-------- Dataset entries

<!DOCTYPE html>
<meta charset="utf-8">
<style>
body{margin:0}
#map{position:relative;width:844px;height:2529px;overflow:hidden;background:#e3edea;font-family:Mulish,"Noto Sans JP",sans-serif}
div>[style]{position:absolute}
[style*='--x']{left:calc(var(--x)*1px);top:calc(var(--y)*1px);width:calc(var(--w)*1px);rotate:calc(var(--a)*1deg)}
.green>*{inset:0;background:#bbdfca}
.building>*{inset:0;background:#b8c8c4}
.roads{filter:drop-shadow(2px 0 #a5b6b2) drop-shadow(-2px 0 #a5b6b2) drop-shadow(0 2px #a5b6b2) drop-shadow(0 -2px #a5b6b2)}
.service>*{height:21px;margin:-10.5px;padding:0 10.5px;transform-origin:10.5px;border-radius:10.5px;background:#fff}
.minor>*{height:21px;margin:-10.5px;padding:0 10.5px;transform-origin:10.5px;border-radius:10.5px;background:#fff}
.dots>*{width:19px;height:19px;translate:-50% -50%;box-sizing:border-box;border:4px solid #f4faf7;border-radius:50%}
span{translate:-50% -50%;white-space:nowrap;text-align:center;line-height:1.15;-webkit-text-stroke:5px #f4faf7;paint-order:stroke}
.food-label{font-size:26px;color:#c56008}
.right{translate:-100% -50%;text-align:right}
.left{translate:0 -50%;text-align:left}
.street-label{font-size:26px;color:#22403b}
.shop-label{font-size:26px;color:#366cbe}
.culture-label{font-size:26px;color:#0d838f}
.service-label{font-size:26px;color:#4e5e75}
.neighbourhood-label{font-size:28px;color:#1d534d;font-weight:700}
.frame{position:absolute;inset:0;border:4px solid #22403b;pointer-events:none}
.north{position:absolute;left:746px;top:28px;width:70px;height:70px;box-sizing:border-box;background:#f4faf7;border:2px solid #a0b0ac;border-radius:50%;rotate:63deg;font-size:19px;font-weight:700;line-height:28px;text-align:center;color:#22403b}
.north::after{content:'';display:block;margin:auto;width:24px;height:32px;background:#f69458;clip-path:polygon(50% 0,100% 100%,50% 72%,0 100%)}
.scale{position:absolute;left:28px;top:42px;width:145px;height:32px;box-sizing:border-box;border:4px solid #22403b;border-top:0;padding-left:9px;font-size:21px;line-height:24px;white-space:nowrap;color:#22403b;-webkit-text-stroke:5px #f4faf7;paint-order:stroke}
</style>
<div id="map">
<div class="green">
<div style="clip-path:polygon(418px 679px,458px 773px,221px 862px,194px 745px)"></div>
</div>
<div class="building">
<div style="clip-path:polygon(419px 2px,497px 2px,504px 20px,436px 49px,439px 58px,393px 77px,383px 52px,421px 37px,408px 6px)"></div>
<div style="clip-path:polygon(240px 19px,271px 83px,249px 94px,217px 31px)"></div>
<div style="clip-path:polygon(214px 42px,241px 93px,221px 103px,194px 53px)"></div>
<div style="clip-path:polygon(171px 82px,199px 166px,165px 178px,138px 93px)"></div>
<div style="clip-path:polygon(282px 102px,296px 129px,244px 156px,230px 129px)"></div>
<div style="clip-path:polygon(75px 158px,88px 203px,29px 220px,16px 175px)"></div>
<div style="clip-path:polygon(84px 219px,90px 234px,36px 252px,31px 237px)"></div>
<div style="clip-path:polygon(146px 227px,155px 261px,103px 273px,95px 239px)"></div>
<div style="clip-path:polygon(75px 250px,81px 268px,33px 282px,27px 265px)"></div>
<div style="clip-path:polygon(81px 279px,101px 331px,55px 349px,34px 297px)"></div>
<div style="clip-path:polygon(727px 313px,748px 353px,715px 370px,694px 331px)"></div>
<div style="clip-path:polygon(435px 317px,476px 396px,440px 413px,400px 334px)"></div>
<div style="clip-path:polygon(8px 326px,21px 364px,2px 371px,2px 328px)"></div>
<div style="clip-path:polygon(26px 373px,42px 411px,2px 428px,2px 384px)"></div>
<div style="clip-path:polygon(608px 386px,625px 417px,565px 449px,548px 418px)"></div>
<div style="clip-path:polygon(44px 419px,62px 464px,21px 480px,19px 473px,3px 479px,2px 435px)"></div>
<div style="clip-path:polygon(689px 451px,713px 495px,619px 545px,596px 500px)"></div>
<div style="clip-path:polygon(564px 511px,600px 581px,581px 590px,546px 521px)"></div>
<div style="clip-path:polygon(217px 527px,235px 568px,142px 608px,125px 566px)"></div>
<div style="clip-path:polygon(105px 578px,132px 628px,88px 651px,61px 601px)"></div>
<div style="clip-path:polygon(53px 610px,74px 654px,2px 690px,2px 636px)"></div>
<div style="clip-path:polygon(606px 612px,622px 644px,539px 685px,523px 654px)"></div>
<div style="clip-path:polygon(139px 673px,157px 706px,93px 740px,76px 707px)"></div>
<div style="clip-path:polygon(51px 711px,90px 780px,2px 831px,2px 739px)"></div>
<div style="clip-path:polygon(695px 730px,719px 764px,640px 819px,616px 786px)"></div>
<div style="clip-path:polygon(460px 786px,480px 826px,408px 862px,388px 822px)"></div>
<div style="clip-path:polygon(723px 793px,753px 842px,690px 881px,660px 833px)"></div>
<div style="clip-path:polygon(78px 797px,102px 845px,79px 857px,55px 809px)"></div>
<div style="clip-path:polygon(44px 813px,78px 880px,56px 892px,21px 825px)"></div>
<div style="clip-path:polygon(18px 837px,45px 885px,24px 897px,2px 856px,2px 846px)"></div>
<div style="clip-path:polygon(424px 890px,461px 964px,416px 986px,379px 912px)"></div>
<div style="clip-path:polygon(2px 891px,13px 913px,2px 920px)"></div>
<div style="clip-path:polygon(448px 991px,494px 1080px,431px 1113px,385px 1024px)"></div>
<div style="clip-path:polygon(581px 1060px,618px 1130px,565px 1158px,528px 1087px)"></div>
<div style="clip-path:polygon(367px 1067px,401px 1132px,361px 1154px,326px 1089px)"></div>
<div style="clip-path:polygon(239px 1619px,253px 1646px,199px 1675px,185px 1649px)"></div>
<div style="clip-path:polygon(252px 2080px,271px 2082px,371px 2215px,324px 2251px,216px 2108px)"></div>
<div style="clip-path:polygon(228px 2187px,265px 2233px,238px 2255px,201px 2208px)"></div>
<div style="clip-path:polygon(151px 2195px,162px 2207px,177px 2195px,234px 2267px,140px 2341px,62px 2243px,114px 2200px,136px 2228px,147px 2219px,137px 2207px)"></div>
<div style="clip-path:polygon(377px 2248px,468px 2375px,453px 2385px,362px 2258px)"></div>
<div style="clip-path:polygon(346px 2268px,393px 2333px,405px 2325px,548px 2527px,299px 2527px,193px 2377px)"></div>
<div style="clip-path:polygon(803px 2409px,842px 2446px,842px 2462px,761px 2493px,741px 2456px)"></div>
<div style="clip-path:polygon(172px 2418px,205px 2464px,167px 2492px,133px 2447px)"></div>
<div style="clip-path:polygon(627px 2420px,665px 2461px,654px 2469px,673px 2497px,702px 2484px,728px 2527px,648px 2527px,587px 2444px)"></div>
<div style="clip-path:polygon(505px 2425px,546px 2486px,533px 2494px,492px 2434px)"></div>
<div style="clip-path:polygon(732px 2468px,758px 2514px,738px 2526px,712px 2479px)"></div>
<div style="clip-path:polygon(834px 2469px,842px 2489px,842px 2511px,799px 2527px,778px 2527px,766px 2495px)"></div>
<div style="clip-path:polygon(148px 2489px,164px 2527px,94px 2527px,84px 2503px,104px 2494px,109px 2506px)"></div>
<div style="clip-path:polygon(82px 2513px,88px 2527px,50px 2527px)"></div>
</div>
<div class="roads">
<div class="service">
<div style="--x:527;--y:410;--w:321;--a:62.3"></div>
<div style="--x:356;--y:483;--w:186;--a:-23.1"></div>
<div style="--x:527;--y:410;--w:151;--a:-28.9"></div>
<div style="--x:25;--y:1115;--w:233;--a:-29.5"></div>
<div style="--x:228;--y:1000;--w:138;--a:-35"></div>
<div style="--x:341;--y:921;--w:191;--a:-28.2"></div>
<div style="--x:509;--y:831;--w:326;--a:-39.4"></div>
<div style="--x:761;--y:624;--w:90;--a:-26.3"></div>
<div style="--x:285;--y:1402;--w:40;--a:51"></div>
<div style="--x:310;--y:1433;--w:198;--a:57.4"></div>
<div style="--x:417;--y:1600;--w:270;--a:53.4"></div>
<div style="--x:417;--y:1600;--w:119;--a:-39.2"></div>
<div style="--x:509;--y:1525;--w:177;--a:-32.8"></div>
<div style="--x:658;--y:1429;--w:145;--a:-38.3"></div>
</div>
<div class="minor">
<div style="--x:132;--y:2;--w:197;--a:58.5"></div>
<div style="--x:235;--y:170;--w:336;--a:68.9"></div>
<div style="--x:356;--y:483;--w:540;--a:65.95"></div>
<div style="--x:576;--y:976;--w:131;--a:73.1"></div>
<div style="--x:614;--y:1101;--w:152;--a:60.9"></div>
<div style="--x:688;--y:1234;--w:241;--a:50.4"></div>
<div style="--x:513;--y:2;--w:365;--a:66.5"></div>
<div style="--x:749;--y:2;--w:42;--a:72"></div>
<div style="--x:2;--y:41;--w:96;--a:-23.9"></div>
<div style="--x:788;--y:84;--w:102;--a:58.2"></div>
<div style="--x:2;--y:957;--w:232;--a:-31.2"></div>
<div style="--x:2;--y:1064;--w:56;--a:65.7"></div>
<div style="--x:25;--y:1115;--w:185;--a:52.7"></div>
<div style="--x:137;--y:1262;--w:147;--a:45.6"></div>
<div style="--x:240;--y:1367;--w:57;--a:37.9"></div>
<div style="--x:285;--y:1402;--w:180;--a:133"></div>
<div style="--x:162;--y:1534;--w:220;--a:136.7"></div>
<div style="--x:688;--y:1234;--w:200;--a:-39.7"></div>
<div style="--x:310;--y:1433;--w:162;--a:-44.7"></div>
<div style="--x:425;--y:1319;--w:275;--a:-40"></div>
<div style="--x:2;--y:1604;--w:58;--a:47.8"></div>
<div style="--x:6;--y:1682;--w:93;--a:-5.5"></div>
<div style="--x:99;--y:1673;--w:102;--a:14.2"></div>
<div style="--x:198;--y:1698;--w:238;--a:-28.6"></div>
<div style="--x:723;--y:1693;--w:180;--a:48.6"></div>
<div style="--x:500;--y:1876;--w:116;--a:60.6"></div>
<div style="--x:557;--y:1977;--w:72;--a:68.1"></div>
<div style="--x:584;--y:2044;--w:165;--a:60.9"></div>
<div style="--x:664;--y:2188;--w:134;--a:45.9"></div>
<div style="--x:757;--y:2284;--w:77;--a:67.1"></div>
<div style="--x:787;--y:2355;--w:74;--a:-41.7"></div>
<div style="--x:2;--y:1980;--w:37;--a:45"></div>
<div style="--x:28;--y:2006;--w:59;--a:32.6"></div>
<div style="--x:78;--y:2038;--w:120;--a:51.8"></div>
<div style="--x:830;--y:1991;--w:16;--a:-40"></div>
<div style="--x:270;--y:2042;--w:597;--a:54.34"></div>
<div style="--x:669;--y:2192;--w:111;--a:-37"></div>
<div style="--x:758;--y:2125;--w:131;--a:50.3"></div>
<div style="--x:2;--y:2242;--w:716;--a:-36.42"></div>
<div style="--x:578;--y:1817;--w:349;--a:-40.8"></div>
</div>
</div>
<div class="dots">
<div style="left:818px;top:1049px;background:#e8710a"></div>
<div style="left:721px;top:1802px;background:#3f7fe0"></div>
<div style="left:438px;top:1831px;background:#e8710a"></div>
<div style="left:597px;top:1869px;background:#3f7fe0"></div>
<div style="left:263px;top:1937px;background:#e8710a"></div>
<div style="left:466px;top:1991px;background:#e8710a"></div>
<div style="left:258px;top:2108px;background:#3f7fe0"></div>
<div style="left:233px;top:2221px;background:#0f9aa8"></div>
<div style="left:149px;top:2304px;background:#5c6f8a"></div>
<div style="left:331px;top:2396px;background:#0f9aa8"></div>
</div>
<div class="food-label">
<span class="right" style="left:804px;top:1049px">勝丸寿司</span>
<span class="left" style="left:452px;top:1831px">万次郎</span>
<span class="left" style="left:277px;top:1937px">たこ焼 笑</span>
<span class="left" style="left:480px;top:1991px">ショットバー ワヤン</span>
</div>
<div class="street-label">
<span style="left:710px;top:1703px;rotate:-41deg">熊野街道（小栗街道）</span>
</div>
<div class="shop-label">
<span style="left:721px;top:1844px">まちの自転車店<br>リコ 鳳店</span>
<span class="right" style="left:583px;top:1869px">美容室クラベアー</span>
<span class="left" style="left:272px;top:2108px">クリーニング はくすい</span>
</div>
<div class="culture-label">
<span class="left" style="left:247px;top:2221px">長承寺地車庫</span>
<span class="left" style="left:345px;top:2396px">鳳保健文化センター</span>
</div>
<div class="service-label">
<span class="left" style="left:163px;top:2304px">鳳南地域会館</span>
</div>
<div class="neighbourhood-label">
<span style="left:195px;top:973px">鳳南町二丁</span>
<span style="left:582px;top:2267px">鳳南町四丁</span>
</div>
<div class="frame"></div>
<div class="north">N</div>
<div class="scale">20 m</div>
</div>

----------------

## What this task involves
The reply should consist solely of the lines of the data, exact, from the opening line through the line with "0 #a5b6b2) drop-shadow(-2px", inclusive.

## Output below
<!DOCTYPE html>
<meta charset="utf-8">
<style>
body{margin:0}
#map{position:relative;width:844px;height:2529px;overflow:hidden;background:#e3edea;font-family:Mulish,"Noto Sans JP",sans-serif}
div>[style]{position:absolute}
[style*='--x']{left:calc(var(--x)*1px);top:calc(var(--y)*1px);width:calc(var(--w)*1px);rotate:calc(var(--a)*1deg)}
.green>*{inset:0;background:#bbdfca}
.building>*{inset:0;background:#b8c8c4}
.roads{filter:drop-shadow(2px 0 #a5b6b2) drop-shadow(-2px 0 #a5b6b2) drop-shadow(0 2px #a5b6b2) drop-shadow(0 -2px #a5b6b2)}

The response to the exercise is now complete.